As we literally lived with these troops in the field, we soon learned to communicate with them using Pidgin English. It is a simple descriptive language. For example, the Lord’s Prayer words ‘Our Father who art in heaven’ becomes ‘Papa bilong mipela i stop long heven’.
The four essential components of a coastwatcher’s party were the expatriate leader, the radio operator, a former member of the 1st Independent Company and the Papua New Guineans, so without our indigenous allies, there would have been no Coastwatchers!
Our fully-trained Papua New Guineans were committed, like the other members of our parties, to be non-combatant. We were all under the strict mandate of the Coastwatchers to not confront the enemy, but to hide from, observe and report enemy movements.
Those local men I can name include people known to us as Yali, Mas, Buka and Mariba —although I can name many others such as Golpak, his son Kaole, Yauwika, Rayman, Ishmael, Makelli and Oras.
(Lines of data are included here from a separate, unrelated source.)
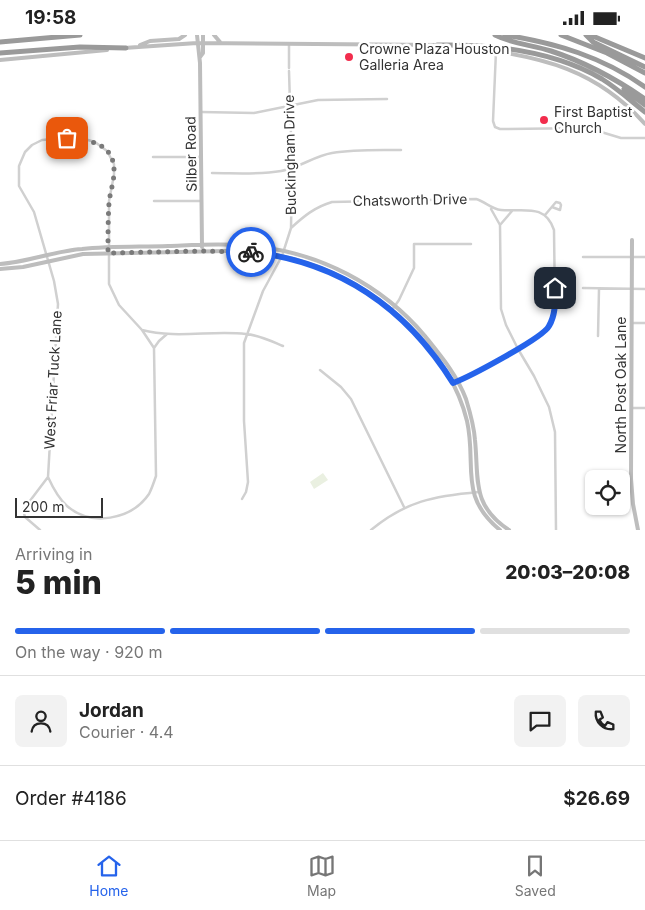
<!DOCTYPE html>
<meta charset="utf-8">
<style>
body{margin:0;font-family:Inter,sans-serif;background:#f2f2f2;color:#222;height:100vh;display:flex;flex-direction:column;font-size:19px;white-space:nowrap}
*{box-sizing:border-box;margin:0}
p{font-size:16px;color:#767676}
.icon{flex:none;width:28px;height:28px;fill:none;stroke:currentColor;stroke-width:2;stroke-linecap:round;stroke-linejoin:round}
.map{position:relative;height:495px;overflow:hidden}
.panel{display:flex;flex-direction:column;background:#fff;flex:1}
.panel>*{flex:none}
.tools{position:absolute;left:585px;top:435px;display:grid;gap:10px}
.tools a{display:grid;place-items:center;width:45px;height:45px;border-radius:8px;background:#fff;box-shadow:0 1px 4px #0004;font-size:25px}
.scale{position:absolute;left:15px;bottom:12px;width:88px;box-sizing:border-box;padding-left:5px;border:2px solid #333;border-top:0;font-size:14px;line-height:18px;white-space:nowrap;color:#333;-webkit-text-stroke:4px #fff;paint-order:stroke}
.pin{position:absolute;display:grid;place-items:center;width:42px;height:42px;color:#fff;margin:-21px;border-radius:10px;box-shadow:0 2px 8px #0006}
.courier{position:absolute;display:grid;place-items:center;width:50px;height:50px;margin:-25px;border:4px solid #2563eb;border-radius:50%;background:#fff;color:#222;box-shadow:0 1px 6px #0007}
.overview em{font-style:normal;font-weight:800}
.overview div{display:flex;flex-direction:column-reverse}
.overview{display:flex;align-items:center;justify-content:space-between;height:85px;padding:0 15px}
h1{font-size:32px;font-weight:800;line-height:38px}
.bar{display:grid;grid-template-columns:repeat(4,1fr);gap:8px 5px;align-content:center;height:60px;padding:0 15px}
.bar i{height:6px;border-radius:4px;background:#e0e0e0}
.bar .selected{background:#2563eb}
.bar p{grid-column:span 4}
.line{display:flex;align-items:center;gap:12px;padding:0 15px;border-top:1px solid #e0e0e0}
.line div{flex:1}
.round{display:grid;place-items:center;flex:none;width:52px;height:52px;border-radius:8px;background:#f2f2f2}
.status{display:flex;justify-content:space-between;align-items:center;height:35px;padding:0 25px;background:#fff;direction:ltr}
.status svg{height:14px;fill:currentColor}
.tab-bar{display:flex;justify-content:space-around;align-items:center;height:70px;border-top:1px solid #e0e0e0;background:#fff;font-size:14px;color:#767676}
.tab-bar a{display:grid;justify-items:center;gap:2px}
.tab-bar .selected{color:#2563eb}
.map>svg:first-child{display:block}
.green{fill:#eaf0e1}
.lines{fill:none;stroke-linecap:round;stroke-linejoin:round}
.street{stroke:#d0d0d0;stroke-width:2.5}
.secondary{stroke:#bdbdbd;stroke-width:4}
.highway{stroke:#9a9a9a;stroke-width:5}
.done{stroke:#7a7a7a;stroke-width:5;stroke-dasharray:0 9}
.route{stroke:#2563eb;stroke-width:6}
.poi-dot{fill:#f22d4d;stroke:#fff;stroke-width:2}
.labels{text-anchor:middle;stroke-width:5;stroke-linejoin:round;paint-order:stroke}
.poi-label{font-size:14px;fill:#333;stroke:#fff;text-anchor:start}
.street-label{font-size:14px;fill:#333;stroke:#fff}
</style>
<div class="status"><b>19:58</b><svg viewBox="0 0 49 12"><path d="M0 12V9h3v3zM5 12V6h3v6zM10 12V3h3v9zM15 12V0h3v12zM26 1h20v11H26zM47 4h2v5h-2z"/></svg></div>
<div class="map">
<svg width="645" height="495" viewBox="0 0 645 495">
<rect width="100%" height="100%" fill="#fff"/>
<path class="green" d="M 323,438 L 328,445 L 314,454 L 310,447 Z"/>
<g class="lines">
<path class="street" d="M 496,16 L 493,86 L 495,92 L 500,94 L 588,93 L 621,103 L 645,103
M 289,33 L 289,9
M 201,77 L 254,78 L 318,65 L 387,64
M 153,122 L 201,122
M 212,138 C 235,138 258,140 281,136 C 299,133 314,121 332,118 C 355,114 379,115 401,115
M 154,166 L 201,166
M 491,174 L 500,190 L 501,274 L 506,290 L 518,314 L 534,341 L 549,372 L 555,397 L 556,495
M 545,180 L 556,167 L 560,168 L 561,170 L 560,175 L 552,172
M 500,190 L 512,176
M 291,193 C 304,181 315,172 332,167 L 476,164 C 486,167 491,174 501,175 C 523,177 545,168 554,195 L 555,272 C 554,280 553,288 547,294 C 538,305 469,342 453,347
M 583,222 L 645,222
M 583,253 L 645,254
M 392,275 L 399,265 L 414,233 L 414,209 L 471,209
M 632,288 L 645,288
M 142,295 L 154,313 L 156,441 C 154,447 152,453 149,459 C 131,485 91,492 67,471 C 58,463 53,453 48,442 L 58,269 L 54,246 L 34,177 L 19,151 L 19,131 L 25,117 L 32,110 L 42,105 L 67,103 L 88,105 L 95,107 L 107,116 L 114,129 L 114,140 L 109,166 L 109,249 L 119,270 L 142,295 C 176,304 212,295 246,299 C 259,300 271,306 283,311
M 598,301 L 599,254
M 154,313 L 159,306 L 167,299
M 320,335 L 341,352 L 351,364 L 404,472
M 632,373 L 645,373
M 242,464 L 246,457 L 248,447 L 244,386 L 244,308 L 263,256 L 282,221 L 291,193 L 292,133 L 289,36
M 40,495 L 25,482 L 23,475 L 48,442
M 371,495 C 406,466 434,461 479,457"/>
<path class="secondary" d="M 197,0 L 200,28 L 202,212
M 214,0 L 220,7
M 140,10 L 150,6 L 179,4 L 185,0
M 124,13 L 197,8 L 439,10
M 474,13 C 543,22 597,35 645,89
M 200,22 L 203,18 L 203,0
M 0,25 L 107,15
M 632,205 L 631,444 L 633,469 L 638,495
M 0,229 C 28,227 54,216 82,214 C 110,211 140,212 168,211 C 196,210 224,208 252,211 C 319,217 382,250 425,301 C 441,321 457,340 466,364 C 470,377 474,391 475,405 C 479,444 471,470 509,495
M 0,234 L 23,232 L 83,219 L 226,216 C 256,216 287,220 316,231 C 382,255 450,316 467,386 C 477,430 458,461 500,495"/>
<path class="highway" d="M 495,0 C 513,9 532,10 551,16 C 585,27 616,44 645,64
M 505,0 C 556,8 603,22 645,52
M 561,0 L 607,18 L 645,38
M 586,0 L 593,7 L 645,32
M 588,0 L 595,2 L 645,23
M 0,7 L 80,0
M 437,10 C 492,9 554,16 602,44 C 618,54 631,66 645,77
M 0,18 L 80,12 L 126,13
M 624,54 L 645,70"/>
</g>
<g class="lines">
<path class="done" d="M 67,103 C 89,105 115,108 114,137 C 114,147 110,157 109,168 C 108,184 108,201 108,218 L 202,216 L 251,217"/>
<path class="route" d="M 251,217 C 340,227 406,273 453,348 C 469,342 543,303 549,291 C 556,279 555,266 555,253"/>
</g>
<g class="poi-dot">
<circle cx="349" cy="22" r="5"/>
<circle cx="544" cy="85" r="5"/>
</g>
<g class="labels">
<g class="poi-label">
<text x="359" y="19">Crowne Plaza Houston<tspan x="359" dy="16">Galleria Area</tspan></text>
<text x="554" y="82">First Baptist<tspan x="554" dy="16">Church</tspan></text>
</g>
<g class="street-label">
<text transform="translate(191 119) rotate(-91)" y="5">Silber Road</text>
<text transform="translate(290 120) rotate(-91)" y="5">Buckingham Drive</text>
<text transform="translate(410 165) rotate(-1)" y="5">Chatsworth Drive</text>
<text transform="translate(53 345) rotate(-87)" y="5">West Friar Tuck Lane</text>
<text transform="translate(621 350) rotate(-90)" y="5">North Post Oak Lane</text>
</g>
</g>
</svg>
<div class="tools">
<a><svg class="icon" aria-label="locate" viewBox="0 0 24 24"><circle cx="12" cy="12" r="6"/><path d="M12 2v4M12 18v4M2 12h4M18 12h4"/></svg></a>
</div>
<div class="scale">200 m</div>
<div class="pin" style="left:67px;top:103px;background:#ea580c"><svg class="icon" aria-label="bag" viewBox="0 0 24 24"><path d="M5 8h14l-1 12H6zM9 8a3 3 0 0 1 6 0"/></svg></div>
<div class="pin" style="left:555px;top:253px;background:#1f2937"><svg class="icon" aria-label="home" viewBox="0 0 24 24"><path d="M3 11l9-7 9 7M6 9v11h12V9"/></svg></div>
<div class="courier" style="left:251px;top:217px"><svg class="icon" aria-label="bike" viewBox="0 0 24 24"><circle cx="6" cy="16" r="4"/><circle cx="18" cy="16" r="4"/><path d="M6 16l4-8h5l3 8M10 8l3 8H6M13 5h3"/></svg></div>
</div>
<section class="panel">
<div class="overview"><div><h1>5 min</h1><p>Arriving in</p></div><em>20:03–20:08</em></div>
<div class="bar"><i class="selected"></i><i class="selected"></i><i class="selected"></i><i></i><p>On the way · 920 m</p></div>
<div class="line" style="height:90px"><a class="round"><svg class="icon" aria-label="person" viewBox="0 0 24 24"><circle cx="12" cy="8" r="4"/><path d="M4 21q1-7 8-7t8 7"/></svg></a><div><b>Jordan</b><p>Courier · 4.4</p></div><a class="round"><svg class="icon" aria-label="chat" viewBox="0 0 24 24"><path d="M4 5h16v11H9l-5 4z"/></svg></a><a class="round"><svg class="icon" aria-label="phone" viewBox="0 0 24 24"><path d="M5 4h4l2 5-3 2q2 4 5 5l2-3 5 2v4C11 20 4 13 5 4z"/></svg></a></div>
<div class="line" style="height:65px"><div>Order #4186</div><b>$26.69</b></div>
</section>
<nav class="tab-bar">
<a class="selected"><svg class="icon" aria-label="home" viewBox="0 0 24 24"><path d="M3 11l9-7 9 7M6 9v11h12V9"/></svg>Home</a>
<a><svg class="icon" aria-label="map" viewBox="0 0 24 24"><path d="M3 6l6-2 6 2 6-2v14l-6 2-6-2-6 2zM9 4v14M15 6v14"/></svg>Map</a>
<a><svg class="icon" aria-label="saved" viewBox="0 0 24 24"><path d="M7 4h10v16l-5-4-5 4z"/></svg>Saved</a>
</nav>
Some, including Sgt-Major Simogun, are famous and were duly honoured with the British Empire Medal and/or Loyal Services Medallion for their fighting service.
Eric Feldt’s tribute to two Papua New Guineans following their particularly heroic effort after the Hollandia Fiasco reflected his own high regard for our indigenous comrades generally, as expressed in his book, The Coast Watchers (p. 373):
Throughout the world, there has been divided opinion among the learned and wise on racial virtues. There are those who contend that the pure-bred is superior and that the mixed breed inherits the worst traits of both parents. There are others who hold that the complete mixture of races, once stabilized, is the best; others that the half-breed and all other men are creatures of their environment and training.
Coast Watchers wouldn’t know about such erudite matters. They only know that the half-caste Julius McNicol and the full-bred native Yali can have a place in any party where danger is to be faced and courage and resource are the qualifications.
Julius McNicol was later awarded the British Distinguished Service Medal for his services with the Coastwatchers, before and at Hollandia.
It is fitting that the names of the local soldiers killed in the islands north of Australia appear side-by-side with their fallen Australian comrades on memorials throughout Australia and the Pacific. The names of killed Papua New Guineans and Timorese Coastwatchers, for example, appear on the memorial at Tidal River, in Victoria, Australia.
Because many of these men were fully-trained AIB troops armed with Lee Enfield rifles, towards the end they were used as guerrilla fighters and were provided with more lethal weapons to ambush and kill Japanese troops. In this manner, over 200 Japanese troops were attacked and killed by the coastwatching party on the north coast of New Britain.
In return for their expert and indispensable efforts in support of the Allied cause, our Papua New Guinean troops received a weekly issue of twist tobacco.
Editor’s Note: Along with those mentioned here, there were many groups and servicemen involved in the New Guinea Campaign, including the militia unit, New Guinea Volunteer Rifles (NGVR), the New Guinea Infantry Battalion (NGIB) and the Australian New Guinea Administrative Unit (ANGAU), amongst others.